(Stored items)
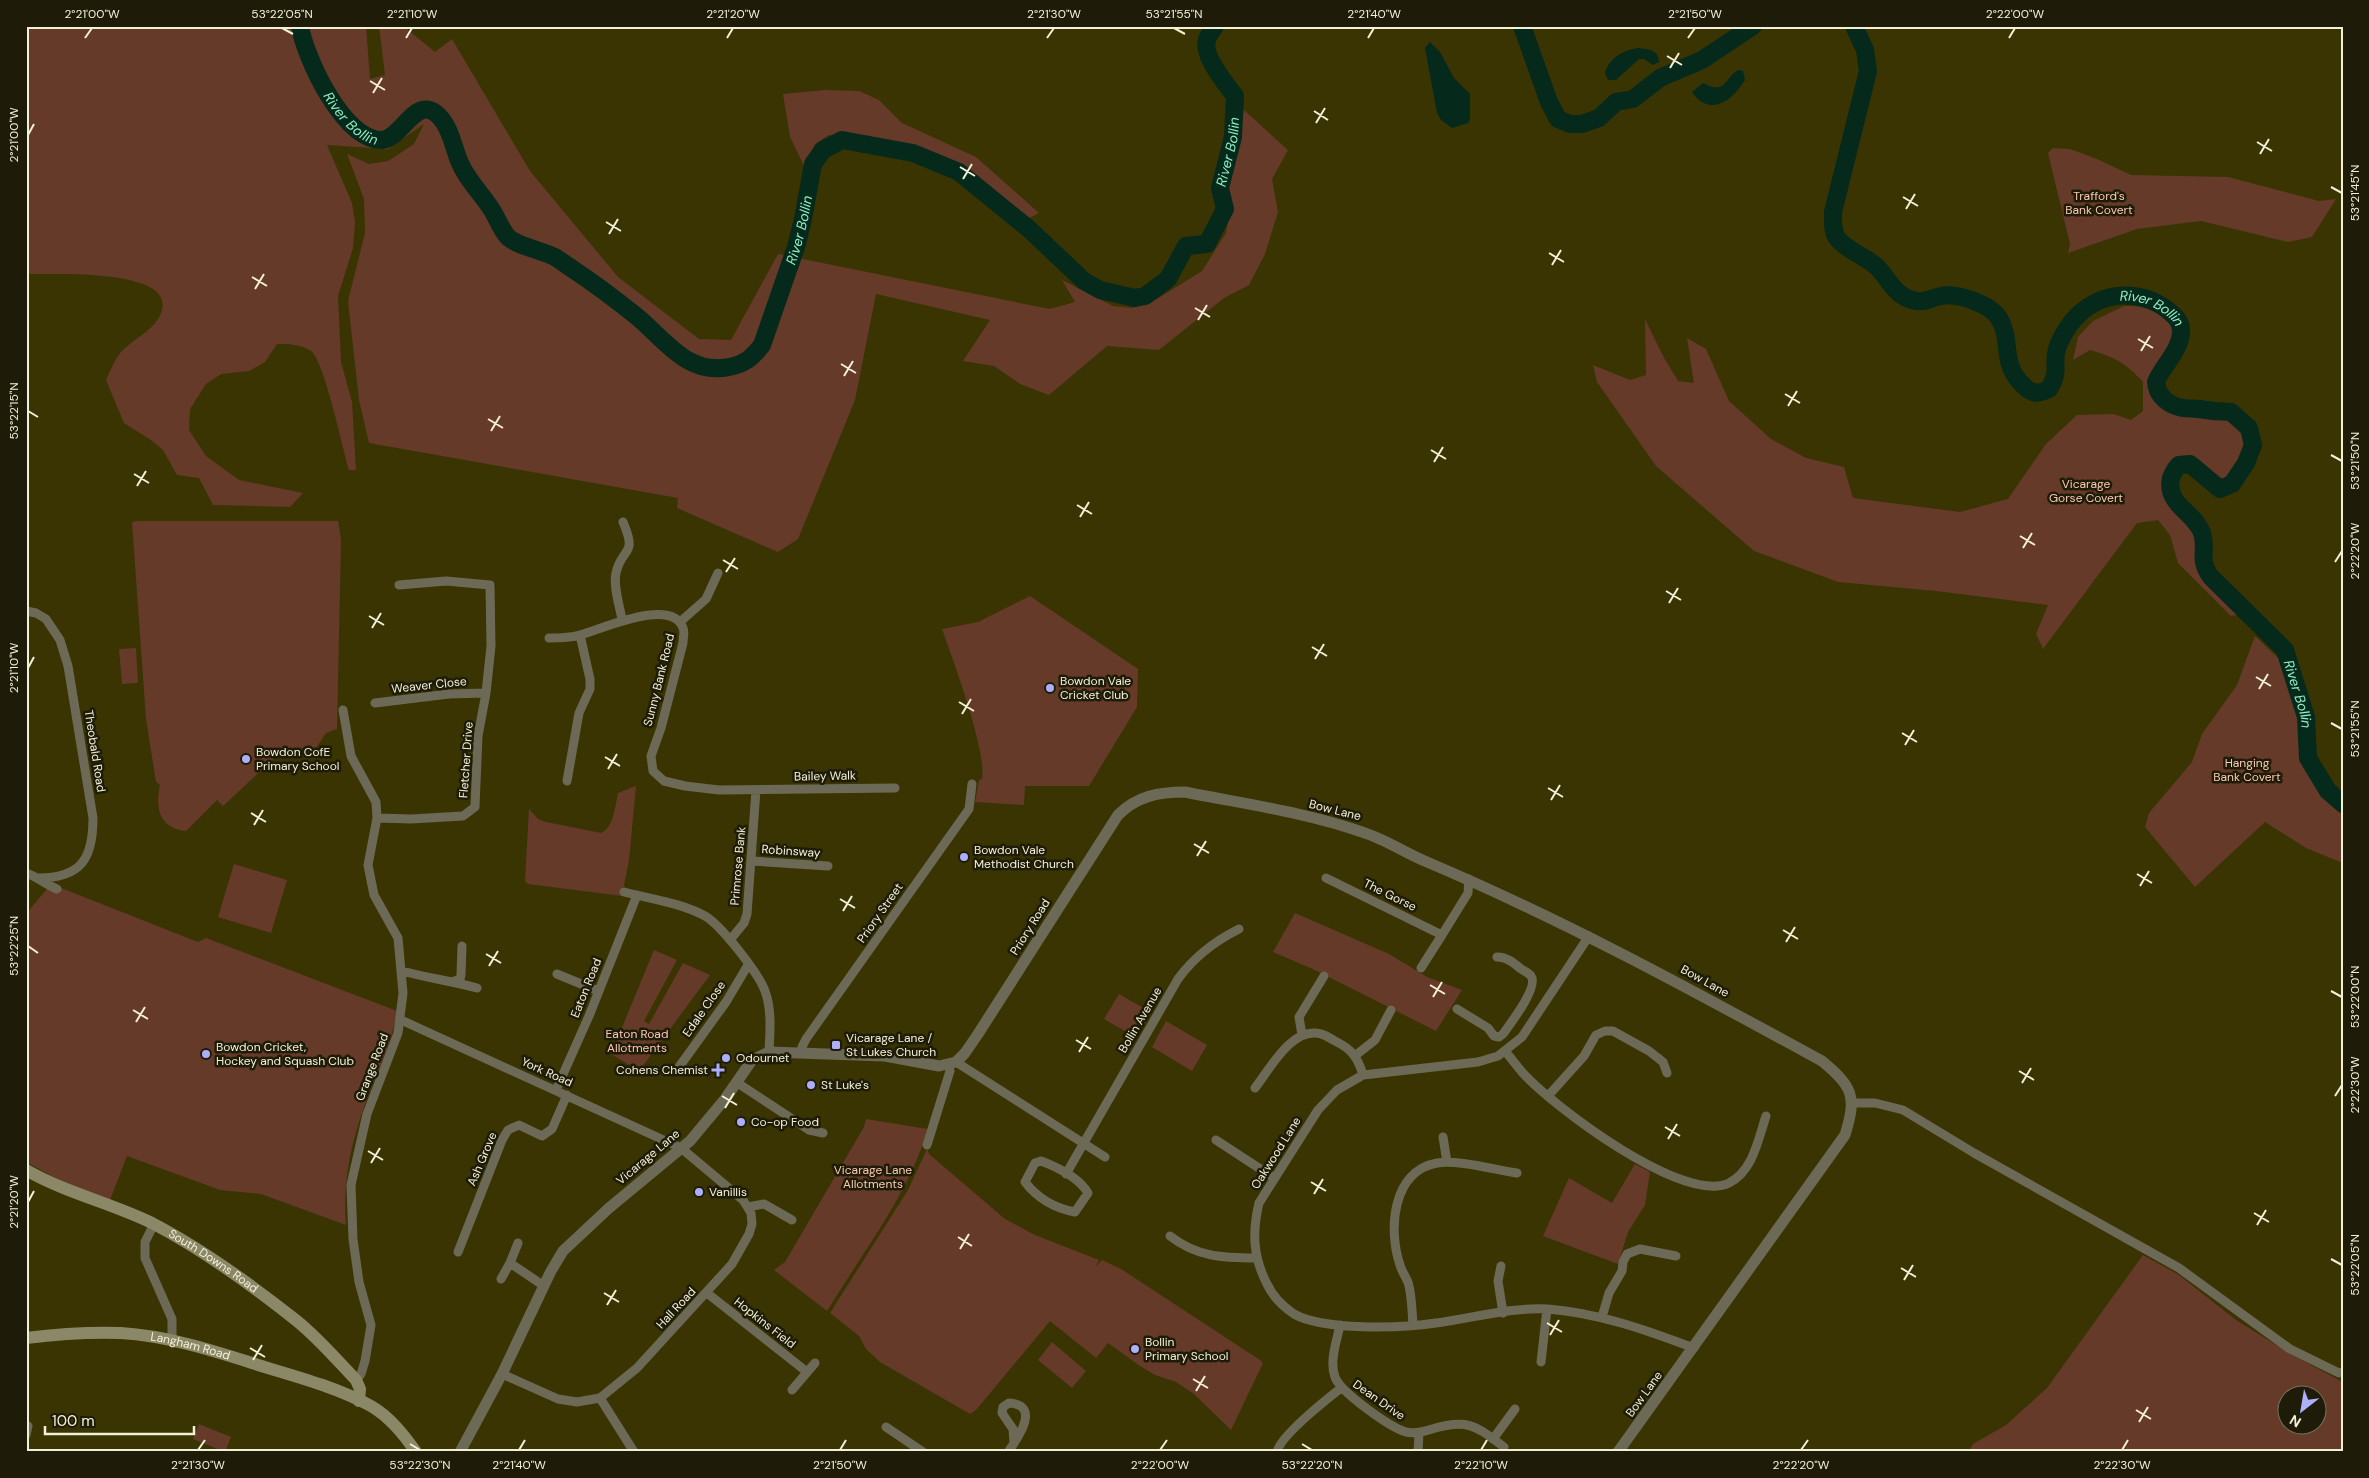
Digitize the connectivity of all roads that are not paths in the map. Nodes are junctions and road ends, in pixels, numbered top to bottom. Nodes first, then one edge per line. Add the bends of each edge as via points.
1 (623, 522) dead end
2 (718, 572) dead end
3 (399, 585) dead end
4 (26, 611) edge
5 (622, 620) junction
6 (680, 622) junction
7 (580, 635) junction
8 (549, 638) dead end
9 (486, 693) junction
10 (375, 703) dead end
11 (343, 710) dead end
12 (567, 782) dead end
13 (972, 784) dead end
14 (895, 788) dead end
15 (756, 790) junction
16 (1126, 806) joint
17 (377, 818) junction
18 (752, 861) junction
19 (828, 866) dead end
20 (26, 873) edge
21 (38, 878) junction
22 (1326, 878) dead end
23 (1469, 879) junction
24 (57, 890) dead end
25 (624, 892) dead end
26 (637, 895) junction
27 (1239, 929) dead end
28 (1442, 935) junction
29 (1589, 936) junction
30 (730, 940) junction
31 (462, 946) dead end
32 (1497, 957) dead end
33 (748, 965) junction
34 (1421, 968) dead end
35 (402, 971) junction
36 (557, 974) dead end
37 (1324, 976) dead end
38 (452, 982) junction
39 (477, 988) dead end
40 (598, 991) junction
41 (1524, 1003) junction
42 (1456, 1009) dead end
43 (1391, 1010) dead end
44 (1539, 1013) junction
45 (401, 1020) junction
46 (1302, 1035) junction
47 (1505, 1051) junction
48 (769, 1052) junction
49 (801, 1053) junction
50 (1356, 1055) junction
51 (952, 1063) junction
52 (679, 1067) dead end
53 (1667, 1073) dead end
54 (1363, 1075) junction
55 (736, 1082) junction
56 (1256, 1088) dead end
57 (556, 1090) junction
58 (567, 1095) junction
59 (1548, 1096) junction
60 (1852, 1103) junction
61 (1766, 1116) dead end
62 (823, 1133) dead end
63 (1443, 1137) dead end
64 (1216, 1140) dead end
65 (1084, 1143) junction
66 (927, 1145) dead end
67 (681, 1148) junction
68 (1105, 1157) dead end
69 (1447, 1162) junction
70 (26, 1170) edge
71 (1517, 1173) dead end
72 (1066, 1174) junction
73 (1274, 1178) junction
74 (748, 1207) junction
75 (792, 1220) dead end
76 (154, 1224) junction
77 (1170, 1236) dead end
78 (518, 1243) dead end
79 (458, 1252) dead end
80 (1676, 1256) dead end
81 (1256, 1258) junction
82 (510, 1263) junction
83 (1502, 1266) dead end
84 (500, 1279) dead end
85 (544, 1286) junction
86 (707, 1293) junction
87 (1547, 1309) junction
88 (1503, 1312) junction
89 (1602, 1317) junction
90 (1340, 1324) junction
91 (1413, 1325) junction
92 (26, 1338) edge
93 (172, 1340) junction
94 (1694, 1348) junction
95 (1541, 1362) dead end
96 (815, 1363) dead end
97 (807, 1372) junction
98 (2343, 1372) edge
99 (502, 1374) junction
100 (356, 1380) junction
101 (1341, 1388) junction
102 (792, 1390) dead end
103 (600, 1398) junction
104 (359, 1401) junction
105 (1515, 1409) dead end
106 (886, 1428) dead end
107 (1419, 1433) junction
108 (1494, 1439) junction
109 (1014, 1443) dead end
110 (1504, 1447) dead end
111 (416, 1452) edge
112 (460, 1452) edge
113 (634, 1452) edge
114 (923, 1452) edge
115 (1008, 1452) edge
116 (1277, 1452) edge
117 (1418, 1452) edge
118 (1618, 1452) edge

1 - 5 street via 630,539 616,573
2 - 6 street via 706,599
3 - 9 street, Fletcher Drive via 446,581 490,585 491,646
4 - 21 street, Theobald Road via 46,619 60,640 71,684 93,818 93,837 83,864 70,874
5 - 6 street, Sunny Bank Road via 653,614
5 - 7 street, Sunny Bank Road
6 - 15 street, Sunny Bank Road via 684,629 683,643 651,756 651,766 671,784 719,790
7 - 8 street, Sunny Bank Road
7 - 12 street via 590,689 579,713
9 - 10 street, Weaver Close
9 - 17 street, Fletcher Drive via 478,736 475,807 463,816 411,820
11 - 17 street, Grange Road via 351,756 371,789
13 - 49 street, Priory Street via 969,808 806,1040
14 - 15 street, Bailey Walk
15 - 18 street, Primrose Bank
16 - 23 street, Bow Lane via 1157,793 1185,792 1283,812 1364,832
16 - 51 street, Priory Road via 1110,824 978,1034 965,1053
17 - 35 street, Grange Road via 368,865 374,895 398,938
18 - 19 street, Robinsway
18 - 30 street, Primrose Bank via 747,914
20 - 21 street
21 - 24 street
22 - 28 street, The Gorse
23 - 28 street via 1468,893
23 - 29 street, Bow Lane
25 - 26 street
26 - 30 street via 690,909 707,917
26 - 40 street, Eaton Road
27 - 65 street, Bollin Avenue via 1216,942 1187,967
28 - 34 street
29 - 44 street, Oakwood Lane
29 - 60 street, Bow Lane via 1822,1061 1839,1075
30 - 33 street
31 - 38 street via 460,979
32 - 41 street via 1505,957 1531,976 1533,983
33 - 48 street via 765,991 770,1024
33 - 52 street, Edale Close via 726,1002
35 - 38 street
35 - 45 street, Grange Road
36 - 40 street
37 - 46 street via 1299,1017
38 - 39 street
40 - 57 street, Eaton Road
41 - 42 street via 1499,1037
41 - 44 street
43 - 50 street via 1375,1040
44 - 47 street, Oakwood Lane via 1522,1037
45 - 57 street, York Road
45 - 100 street, Grange Road via 395,1045 368,1114 351,1185 359,1282 371,1325 365,1361
46 - 50 street via 1321,1034 1343,1044
46 - 56 street via 1284,1051
47 - 54 street, Oakwood Lane via 1478,1062
47 - 59 street
48 - 49 street
48 - 55 street, Vicarage Lane via 752,1060
49 - 51 street via 885,1056 939,1066
50 - 54 street
51 - 65 street
51 - 66 street
53 - 59 street via 1663,1062 1649,1051 1613,1031 1604,1031 1596,1035 1584,1056
54 - 73 street, Oakwood Lane via 1348,1082 1327,1100
55 - 62 street via 809,1130
55 - 67 street, Vicarage Lane via 712,1115
57 - 58 street, York Road
58 - 67 street, York Road
58 - 79 street, Ash Grove via 552,1129 542,1136 519,1125 508,1130
59 - 61 street via 1612,1144 1649,1165 1702,1186 1716,1187 1736,1179 1752,1158
60 - 94 street, Bow Lane via 1845,1135
60 - 98 street via 1875,1103 1903,1110 2179,1268 2290,1349 2331,1370
63 - 69 street
64 - 73 street
65 - 68 street
65 - 72 street, Bollin Avenue
67 - 74 street
67 - 85 street, Vicarage Lane via 568,1244
69 - 71 street
69 - 91 street via 1415,1172 1396,1203 1395,1245 1409,1285
70 - 76 main road, South Downs Road via 55,1185
72 - 72 street via 1041,1161 1035,1163 1025,1182 1041,1199 1062,1210 1074,1212 1088,1193 1084,1186
73 - 81 street, Oakwood Lane via 1259,1204 1255,1221
74 - 75 street via 764,1204
74 - 86 street, Hall Road via 752,1219 749,1234 732,1264
76 - 93 street via 145,1242 145,1258 172,1319
76 - 100 main road, South Downs Road via 207,1256 298,1322
77 - 81 street via 1199,1253 1224,1258
78 - 82 street
80 - 89 street via 1640,1249 1627,1254
81 - 90 street, Oakwood Lane via 1272,1293 1282,1306 1310,1320
82 - 84 street
82 - 85 street
83 - 88 street via 1498,1281
85 - 99 street, Vicarage Lane
86 - 97 street, Hopkins Field
86 - 103 street, Hall Road via 637,1368
87 - 88 street, Oakwood Lane
87 - 89 street, Oakwood Lane
87 - 95 street
88 - 91 street, Oakwood Lane
89 - 94 street, Oakwood Lane
90 - 91 street, Oakwood Lane
90 - 101 street, Dean Drive via 1333,1364 1334,1377
92 - 93 main road, Langham Road via 70,1333 122,1333
93 - 104 main road, Langham Road via 292,1375
94 - 118 street, Bow Lane
96 - 97 street
97 - 102 street
99 - 103 street via 558,1399 577,1402
99 - 112 street, Vicarage Lane
100 - 104 main road via 360,1389
101 - 107 street, Dean Drive via 1395,1428
101 - 116 street via 1299,1423
103 - 113 street
104 - 111 main road, Langham Road via 384,1416
105 - 108 street
106 - 114 street
107 - 108 street, Dean Drive via 1446,1425 1469,1424
107 - 117 street
108 - 110 street, Dean Drive
109 - 115 street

■ **What to work on**
The answer is a number alone: how many lines of the data contain the string "Priory"?

■ **Response box**
2